In the immediate postoperative period, the weight bearing of the affected limb was restricted for 48 h. Partial and full weight bearing was indicated progressively as tolerated. Postoperative recovery was uneventful and the patient was discharged at the 4th postoperative day. Routinely postoperative controls were done as expected on the outpatient clinic. During the 12 successive months the patient was monitored on an outpatient basis. He presented good clinical evolution, without functional limitation and absence of pain. At latest follow-up, the Harris Hip score (HHS) was 86 points (range, 0–100 points).

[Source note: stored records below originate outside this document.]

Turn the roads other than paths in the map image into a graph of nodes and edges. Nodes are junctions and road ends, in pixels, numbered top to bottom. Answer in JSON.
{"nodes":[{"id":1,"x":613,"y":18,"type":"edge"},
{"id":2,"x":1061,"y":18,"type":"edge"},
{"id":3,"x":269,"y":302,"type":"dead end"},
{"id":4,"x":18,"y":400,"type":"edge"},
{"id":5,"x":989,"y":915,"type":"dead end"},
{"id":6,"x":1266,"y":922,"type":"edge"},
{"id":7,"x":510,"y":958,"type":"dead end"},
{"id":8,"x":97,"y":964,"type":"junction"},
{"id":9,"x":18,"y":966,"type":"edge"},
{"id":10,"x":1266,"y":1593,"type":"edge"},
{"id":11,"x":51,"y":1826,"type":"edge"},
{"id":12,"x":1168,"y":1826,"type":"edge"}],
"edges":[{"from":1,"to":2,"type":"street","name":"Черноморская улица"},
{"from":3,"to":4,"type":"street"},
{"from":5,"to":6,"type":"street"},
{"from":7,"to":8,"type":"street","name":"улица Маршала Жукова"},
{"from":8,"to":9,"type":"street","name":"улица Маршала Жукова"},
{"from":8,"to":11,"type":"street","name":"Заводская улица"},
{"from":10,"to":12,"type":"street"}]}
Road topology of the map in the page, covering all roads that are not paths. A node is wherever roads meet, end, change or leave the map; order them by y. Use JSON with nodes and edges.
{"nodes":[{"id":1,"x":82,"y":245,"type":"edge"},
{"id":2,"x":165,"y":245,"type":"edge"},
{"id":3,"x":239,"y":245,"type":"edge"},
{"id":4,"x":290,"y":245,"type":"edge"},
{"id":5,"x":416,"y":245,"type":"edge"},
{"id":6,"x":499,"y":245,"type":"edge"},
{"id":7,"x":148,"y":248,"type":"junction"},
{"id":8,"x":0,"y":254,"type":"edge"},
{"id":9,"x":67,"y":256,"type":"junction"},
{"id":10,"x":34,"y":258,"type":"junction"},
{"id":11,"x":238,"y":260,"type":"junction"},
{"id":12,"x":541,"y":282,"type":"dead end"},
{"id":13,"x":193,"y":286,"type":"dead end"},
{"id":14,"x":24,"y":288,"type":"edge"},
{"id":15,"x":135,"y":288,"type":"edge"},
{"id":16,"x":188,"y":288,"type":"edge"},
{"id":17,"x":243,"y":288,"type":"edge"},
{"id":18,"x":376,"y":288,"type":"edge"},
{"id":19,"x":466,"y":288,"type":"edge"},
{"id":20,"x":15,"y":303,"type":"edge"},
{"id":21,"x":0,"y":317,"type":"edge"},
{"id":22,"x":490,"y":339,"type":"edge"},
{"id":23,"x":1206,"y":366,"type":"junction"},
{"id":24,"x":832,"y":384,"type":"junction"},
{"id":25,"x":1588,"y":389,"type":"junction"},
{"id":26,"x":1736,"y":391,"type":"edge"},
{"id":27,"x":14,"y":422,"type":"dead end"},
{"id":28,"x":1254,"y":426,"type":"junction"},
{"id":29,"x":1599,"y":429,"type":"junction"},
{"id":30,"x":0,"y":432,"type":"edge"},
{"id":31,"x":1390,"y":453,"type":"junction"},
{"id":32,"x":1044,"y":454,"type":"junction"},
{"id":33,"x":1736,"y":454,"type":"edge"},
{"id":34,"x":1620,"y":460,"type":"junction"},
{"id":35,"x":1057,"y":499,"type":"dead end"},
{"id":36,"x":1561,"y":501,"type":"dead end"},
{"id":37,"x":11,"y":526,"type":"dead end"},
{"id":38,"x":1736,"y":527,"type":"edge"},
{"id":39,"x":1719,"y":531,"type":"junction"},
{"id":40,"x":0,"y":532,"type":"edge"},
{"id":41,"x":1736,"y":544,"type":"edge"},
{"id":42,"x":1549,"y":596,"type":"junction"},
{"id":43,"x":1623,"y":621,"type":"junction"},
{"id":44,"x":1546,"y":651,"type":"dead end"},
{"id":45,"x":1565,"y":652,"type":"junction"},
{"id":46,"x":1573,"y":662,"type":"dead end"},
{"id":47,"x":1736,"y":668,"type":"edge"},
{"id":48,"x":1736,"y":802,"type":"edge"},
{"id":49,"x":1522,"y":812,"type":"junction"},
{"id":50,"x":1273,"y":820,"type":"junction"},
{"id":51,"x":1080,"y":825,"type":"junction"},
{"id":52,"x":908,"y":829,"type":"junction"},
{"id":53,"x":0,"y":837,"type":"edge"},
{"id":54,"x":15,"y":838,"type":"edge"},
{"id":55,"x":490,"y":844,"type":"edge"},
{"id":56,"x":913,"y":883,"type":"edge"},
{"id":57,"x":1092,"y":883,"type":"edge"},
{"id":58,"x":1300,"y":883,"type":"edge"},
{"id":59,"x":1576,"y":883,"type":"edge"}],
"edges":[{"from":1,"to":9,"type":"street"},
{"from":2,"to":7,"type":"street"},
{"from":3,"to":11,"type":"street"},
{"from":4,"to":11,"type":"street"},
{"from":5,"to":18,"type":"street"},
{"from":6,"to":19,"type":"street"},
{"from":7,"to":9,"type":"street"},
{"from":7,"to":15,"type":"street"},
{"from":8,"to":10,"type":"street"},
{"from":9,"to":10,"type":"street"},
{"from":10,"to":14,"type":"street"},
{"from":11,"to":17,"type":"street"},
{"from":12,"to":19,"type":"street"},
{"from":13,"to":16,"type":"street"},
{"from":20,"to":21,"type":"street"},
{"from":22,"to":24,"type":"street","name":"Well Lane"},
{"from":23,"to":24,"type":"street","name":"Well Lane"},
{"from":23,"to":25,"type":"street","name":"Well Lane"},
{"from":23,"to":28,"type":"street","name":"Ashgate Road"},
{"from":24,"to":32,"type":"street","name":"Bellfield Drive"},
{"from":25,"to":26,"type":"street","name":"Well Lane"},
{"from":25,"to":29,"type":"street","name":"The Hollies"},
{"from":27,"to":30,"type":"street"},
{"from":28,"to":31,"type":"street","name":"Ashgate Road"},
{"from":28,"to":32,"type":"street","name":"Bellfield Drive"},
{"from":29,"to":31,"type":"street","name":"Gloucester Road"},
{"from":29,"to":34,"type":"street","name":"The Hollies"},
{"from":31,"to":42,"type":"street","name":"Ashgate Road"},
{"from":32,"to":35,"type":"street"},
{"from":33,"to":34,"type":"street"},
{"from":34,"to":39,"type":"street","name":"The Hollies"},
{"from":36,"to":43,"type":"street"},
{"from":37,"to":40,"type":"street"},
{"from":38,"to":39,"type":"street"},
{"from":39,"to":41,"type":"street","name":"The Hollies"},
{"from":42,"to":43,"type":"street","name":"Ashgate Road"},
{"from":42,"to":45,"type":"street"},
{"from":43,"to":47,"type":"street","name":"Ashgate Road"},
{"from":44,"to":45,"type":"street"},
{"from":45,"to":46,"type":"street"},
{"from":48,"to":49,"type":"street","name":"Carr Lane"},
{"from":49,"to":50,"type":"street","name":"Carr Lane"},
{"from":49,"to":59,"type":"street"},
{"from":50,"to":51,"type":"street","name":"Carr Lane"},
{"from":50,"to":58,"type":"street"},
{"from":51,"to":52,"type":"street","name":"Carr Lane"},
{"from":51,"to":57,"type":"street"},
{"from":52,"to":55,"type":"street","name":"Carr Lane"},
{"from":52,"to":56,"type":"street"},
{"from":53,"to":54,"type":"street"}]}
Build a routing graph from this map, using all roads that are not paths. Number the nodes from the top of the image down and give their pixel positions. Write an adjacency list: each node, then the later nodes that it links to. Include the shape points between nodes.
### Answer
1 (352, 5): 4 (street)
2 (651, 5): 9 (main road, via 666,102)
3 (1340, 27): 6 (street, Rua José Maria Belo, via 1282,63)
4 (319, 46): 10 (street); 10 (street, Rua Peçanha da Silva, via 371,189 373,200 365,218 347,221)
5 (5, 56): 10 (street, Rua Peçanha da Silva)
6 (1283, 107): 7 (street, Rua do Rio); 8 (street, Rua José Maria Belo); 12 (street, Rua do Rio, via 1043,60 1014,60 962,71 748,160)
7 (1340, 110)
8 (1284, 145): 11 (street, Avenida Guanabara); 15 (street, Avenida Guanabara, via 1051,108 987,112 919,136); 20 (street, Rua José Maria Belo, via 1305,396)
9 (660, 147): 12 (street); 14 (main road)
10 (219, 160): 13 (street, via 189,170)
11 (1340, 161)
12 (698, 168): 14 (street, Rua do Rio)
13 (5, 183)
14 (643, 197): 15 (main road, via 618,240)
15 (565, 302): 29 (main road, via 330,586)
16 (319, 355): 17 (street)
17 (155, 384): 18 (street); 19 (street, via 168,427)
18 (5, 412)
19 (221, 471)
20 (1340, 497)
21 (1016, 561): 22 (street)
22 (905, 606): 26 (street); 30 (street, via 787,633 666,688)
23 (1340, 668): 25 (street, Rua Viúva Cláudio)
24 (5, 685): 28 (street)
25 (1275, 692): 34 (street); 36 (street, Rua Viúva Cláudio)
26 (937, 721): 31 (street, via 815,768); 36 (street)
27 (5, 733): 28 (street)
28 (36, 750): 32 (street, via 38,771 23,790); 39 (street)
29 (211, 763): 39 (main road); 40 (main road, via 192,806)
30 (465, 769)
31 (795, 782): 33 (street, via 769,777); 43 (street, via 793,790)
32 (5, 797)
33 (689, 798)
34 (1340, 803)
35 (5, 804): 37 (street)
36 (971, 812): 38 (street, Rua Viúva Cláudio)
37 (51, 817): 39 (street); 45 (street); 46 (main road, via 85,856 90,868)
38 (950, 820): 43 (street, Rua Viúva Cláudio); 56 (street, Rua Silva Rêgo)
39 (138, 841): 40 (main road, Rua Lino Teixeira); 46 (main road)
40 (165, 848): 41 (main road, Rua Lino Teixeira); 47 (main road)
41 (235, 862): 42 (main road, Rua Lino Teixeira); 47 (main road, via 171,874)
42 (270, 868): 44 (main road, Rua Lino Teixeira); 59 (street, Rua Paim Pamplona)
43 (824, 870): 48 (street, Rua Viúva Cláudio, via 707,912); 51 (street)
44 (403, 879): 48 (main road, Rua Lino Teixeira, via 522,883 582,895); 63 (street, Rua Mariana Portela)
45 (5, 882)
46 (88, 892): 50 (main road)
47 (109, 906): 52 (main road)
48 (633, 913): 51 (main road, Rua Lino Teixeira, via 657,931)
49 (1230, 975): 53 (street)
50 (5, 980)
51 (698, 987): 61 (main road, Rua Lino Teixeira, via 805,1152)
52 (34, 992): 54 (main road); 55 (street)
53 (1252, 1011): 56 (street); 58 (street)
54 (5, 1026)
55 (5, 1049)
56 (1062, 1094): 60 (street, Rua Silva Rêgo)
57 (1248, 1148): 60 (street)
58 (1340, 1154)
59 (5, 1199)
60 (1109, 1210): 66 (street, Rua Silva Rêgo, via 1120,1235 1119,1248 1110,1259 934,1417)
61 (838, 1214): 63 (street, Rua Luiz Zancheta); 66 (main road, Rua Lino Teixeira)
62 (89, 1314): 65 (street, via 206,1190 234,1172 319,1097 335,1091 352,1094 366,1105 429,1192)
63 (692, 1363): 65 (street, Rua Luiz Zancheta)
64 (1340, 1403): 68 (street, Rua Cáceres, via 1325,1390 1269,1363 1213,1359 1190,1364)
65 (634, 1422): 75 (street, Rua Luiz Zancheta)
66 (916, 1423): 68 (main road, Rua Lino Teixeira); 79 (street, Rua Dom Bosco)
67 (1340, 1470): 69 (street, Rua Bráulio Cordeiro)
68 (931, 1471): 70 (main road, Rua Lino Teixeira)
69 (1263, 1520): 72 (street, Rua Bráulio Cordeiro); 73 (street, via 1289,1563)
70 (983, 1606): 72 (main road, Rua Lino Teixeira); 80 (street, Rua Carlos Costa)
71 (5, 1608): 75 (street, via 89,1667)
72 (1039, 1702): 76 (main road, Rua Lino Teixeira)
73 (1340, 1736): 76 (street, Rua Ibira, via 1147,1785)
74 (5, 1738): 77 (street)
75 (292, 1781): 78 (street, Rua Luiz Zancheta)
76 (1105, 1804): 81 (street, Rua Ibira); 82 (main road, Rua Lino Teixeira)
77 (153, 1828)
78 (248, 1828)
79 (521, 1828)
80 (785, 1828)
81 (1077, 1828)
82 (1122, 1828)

In routinely radiographic controls no differences were observed respect to the immediate postoperative control of the last surgical procedure and a proper consolidation of the fracture was achieved (Fig. 7).
Fig. 7

12 months follow up radiographic control.

12 months follow up radiographic control.

Discussion

Cut-through is one of the most frequent complications associated with the use of cervical-diaphyseal intramedullary nails for the treatment of pertrocanteric hip fractures. The axial migration of the cephalic component of the implant (cut-out) [1,2] was also widely reported in the literature. However, these complications are rare in relation to the totality of procedures performed, being 1.9% as reported by different authors [[5], [6], [7], [8]]. Some authors propose the cement augmentation of the spiral lamina to improve the anchorage in case of patients with osteoporotic bone [[9], [10], [11]]. Scola et al. reported a case of a cut-out treated with revision of the spiral lamina and cement augmentation, with poor outcome and the patient's death 4 weeks postoperatively [3]. However, current literature dealing with implant revision surgery and associated cement augmentation are scarce. Hanke et al. developed a technique for cement leakage prevention during augmentation, placing a plug at the subchondral level inside the femoral head, similar to the one used during cementation in hip arthroplasty [12]. However, this technique was described in experimental cadaveric models without osteoporosis or associated osteochondral defects in the femoral head. Brunner et al. reported 28 cases of cut-through treated with different salvage procedures. Sixteen where treated with lamina exchange without augmentation, 6 with lamina exchange and cement augmentation and the remaining 6 with total hip replacement (THR). From the group of 16, 8 of them failed and needed a new surgery. In the augmentation group, 2 of them failed and needed a new surgery too. On the other hand, none of the patients treated with THR needed a new surgical procedure [13]. In our particular case, we think the cement augmentation was the most appropriate technique considering the age of the patient and the bone stock quality. Performing only the lag screw exchange would be insufficient considering the femoral head osteochondral lesion. On the other hand, a suitable mechanism to prevent cement leakage should have been applied instead of a polypropylene mesh, such as an autologous bone graft or a plug as Hanke et al. have described.

Conclusion

The cement augmentation of the spiral lamina or the cephalic screw is a technique described for the treatment of extracapsular hip fractures in patients with osteoporosis, and for cases when a revision surgery, such as a cut-through, is indicated. Intraoperative radioscopic control and contrast injection during surgery are essential to avoid a possible leakage of intra-articular cement. As far as we are concerned, this is the first case in the literature of a re-revision surgery of an extracapsular hip fracture due to a three months postoperative cut-through and a posterior cement leakage into the hip joint after TFN-A cement augmentation and spiral lamina replacement with the need of a posterolateral approach for removal.

Declaration of Competing Interest

Each author certifies that he or she has no commercial associations (e.g., consultancies, stock ownership, equity interest, and patent/licensing arrangements) that might pose a conflict of interest in connection with the submitted paper.